___ Records provided ___

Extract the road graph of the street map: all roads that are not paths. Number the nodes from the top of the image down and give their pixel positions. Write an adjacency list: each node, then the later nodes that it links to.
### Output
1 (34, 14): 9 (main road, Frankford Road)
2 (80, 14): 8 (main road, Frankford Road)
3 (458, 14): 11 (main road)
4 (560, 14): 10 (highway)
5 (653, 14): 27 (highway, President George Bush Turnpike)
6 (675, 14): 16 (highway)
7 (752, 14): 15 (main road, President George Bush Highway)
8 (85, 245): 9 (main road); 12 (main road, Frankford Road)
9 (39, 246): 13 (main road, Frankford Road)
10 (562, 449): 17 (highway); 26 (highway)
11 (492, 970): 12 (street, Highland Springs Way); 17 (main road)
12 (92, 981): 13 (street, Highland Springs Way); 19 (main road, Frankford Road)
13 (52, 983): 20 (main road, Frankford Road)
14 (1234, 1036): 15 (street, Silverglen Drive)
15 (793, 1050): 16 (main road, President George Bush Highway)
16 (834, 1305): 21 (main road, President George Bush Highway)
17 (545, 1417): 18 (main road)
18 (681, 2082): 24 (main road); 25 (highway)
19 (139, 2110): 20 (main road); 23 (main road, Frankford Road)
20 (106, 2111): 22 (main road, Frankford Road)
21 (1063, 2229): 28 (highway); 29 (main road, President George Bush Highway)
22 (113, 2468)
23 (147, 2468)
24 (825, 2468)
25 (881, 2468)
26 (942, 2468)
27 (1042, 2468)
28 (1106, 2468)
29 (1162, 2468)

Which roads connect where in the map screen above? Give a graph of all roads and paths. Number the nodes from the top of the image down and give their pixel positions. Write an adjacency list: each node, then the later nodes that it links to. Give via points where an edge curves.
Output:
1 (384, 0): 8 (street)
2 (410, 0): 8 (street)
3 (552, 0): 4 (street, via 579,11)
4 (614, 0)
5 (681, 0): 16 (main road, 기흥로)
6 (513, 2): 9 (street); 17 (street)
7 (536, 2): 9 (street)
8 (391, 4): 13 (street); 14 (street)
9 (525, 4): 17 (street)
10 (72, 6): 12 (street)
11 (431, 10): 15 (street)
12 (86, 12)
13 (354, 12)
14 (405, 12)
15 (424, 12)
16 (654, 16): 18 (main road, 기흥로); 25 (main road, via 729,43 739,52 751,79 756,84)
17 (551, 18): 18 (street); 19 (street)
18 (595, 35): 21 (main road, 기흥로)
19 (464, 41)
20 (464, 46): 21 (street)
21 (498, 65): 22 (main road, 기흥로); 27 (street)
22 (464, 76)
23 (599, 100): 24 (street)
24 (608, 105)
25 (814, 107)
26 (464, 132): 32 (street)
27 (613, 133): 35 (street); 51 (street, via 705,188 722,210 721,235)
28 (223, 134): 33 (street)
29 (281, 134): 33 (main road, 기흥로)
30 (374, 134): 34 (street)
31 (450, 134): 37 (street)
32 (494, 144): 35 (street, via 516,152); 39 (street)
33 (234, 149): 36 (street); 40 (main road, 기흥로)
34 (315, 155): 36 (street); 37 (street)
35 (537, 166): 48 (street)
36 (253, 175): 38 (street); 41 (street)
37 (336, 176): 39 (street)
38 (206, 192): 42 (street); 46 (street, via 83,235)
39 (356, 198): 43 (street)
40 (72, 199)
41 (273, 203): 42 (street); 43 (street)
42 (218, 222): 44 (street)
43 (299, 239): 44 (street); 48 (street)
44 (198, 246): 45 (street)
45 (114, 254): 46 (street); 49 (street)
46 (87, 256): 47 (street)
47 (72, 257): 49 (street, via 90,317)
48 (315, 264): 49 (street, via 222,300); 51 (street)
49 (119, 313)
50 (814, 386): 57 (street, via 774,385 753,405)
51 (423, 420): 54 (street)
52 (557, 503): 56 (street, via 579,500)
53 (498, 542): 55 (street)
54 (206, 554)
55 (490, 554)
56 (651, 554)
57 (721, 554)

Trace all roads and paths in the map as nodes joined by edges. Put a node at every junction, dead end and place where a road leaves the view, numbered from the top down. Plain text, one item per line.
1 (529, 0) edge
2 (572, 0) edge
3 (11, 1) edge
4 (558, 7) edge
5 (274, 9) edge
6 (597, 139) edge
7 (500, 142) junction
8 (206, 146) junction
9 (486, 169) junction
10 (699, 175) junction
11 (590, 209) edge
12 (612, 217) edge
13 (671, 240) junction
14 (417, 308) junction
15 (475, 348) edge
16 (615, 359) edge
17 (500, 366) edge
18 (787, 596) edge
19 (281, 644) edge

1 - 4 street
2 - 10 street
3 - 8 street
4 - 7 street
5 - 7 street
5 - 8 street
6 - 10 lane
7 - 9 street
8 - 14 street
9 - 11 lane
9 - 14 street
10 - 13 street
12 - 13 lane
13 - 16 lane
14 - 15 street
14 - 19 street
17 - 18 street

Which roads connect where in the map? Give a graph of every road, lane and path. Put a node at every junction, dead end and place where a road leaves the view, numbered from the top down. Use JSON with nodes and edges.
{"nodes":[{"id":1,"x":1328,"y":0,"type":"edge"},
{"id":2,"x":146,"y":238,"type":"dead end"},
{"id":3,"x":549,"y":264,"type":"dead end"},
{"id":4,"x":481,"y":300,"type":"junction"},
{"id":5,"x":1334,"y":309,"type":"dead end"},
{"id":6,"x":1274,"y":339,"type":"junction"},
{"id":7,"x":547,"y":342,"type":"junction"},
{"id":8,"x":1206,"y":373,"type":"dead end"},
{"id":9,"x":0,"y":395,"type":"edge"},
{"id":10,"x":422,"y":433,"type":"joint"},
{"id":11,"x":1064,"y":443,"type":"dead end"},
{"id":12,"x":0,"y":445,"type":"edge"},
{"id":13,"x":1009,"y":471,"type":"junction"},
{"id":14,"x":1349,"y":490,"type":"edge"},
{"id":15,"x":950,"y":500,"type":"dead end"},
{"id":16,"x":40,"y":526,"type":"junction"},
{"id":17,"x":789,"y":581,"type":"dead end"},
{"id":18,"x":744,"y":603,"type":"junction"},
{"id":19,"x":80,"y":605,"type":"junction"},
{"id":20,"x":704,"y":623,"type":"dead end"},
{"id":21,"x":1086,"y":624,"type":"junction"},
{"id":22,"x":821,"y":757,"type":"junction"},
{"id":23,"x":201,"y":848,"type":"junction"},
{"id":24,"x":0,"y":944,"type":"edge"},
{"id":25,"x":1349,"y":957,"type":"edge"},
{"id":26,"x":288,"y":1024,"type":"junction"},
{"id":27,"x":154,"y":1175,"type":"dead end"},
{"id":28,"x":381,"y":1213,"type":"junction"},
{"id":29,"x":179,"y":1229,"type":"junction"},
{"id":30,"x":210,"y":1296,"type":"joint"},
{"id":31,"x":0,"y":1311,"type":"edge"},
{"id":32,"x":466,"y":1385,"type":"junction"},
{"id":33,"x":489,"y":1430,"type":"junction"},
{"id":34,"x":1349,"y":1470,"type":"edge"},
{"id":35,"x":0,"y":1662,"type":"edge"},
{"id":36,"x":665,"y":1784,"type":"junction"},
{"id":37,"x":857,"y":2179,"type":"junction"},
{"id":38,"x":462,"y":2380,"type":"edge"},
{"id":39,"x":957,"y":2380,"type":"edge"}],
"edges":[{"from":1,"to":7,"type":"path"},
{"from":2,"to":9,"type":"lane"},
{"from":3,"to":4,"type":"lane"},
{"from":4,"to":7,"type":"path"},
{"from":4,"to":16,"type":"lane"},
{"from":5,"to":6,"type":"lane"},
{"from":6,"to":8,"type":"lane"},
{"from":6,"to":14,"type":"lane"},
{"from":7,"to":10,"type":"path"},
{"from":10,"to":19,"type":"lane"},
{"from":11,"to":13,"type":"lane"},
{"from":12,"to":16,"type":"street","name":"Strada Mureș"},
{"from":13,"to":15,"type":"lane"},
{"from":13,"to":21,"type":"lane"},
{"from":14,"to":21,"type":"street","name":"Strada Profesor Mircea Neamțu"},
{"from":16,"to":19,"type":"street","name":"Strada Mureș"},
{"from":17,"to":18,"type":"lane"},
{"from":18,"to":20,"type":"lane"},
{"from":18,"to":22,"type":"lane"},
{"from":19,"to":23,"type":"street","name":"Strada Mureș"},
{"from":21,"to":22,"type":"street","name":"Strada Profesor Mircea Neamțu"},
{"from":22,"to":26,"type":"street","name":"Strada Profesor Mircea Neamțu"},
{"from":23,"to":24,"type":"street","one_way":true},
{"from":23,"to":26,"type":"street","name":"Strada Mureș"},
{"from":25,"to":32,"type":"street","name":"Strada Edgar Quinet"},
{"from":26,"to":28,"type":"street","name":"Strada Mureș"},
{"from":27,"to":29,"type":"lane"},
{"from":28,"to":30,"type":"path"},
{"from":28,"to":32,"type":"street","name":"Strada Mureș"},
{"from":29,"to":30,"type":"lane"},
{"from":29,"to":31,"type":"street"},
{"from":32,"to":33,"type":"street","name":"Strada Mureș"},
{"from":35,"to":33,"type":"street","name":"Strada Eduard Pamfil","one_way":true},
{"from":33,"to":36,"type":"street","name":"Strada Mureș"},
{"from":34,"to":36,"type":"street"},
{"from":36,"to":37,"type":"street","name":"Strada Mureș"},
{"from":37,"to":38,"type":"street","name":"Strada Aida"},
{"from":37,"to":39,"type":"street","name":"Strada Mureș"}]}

___

▶ _Task_
Every line of the data that includes the word "view" should be copied.

▶ _Exercise solution_
Trace all roads and paths in the map as nodes joined by edges. Put a node at every junction, dead end and place where a road leaves the view, numbered from the top down. Plain text, one item per line.
Which roads connect where in the map? Give a graph of every road, lane and path. Put a node at every junction, dead end and place where a road leaves the view, numbered from the top down. Use JSON with nodes and edges.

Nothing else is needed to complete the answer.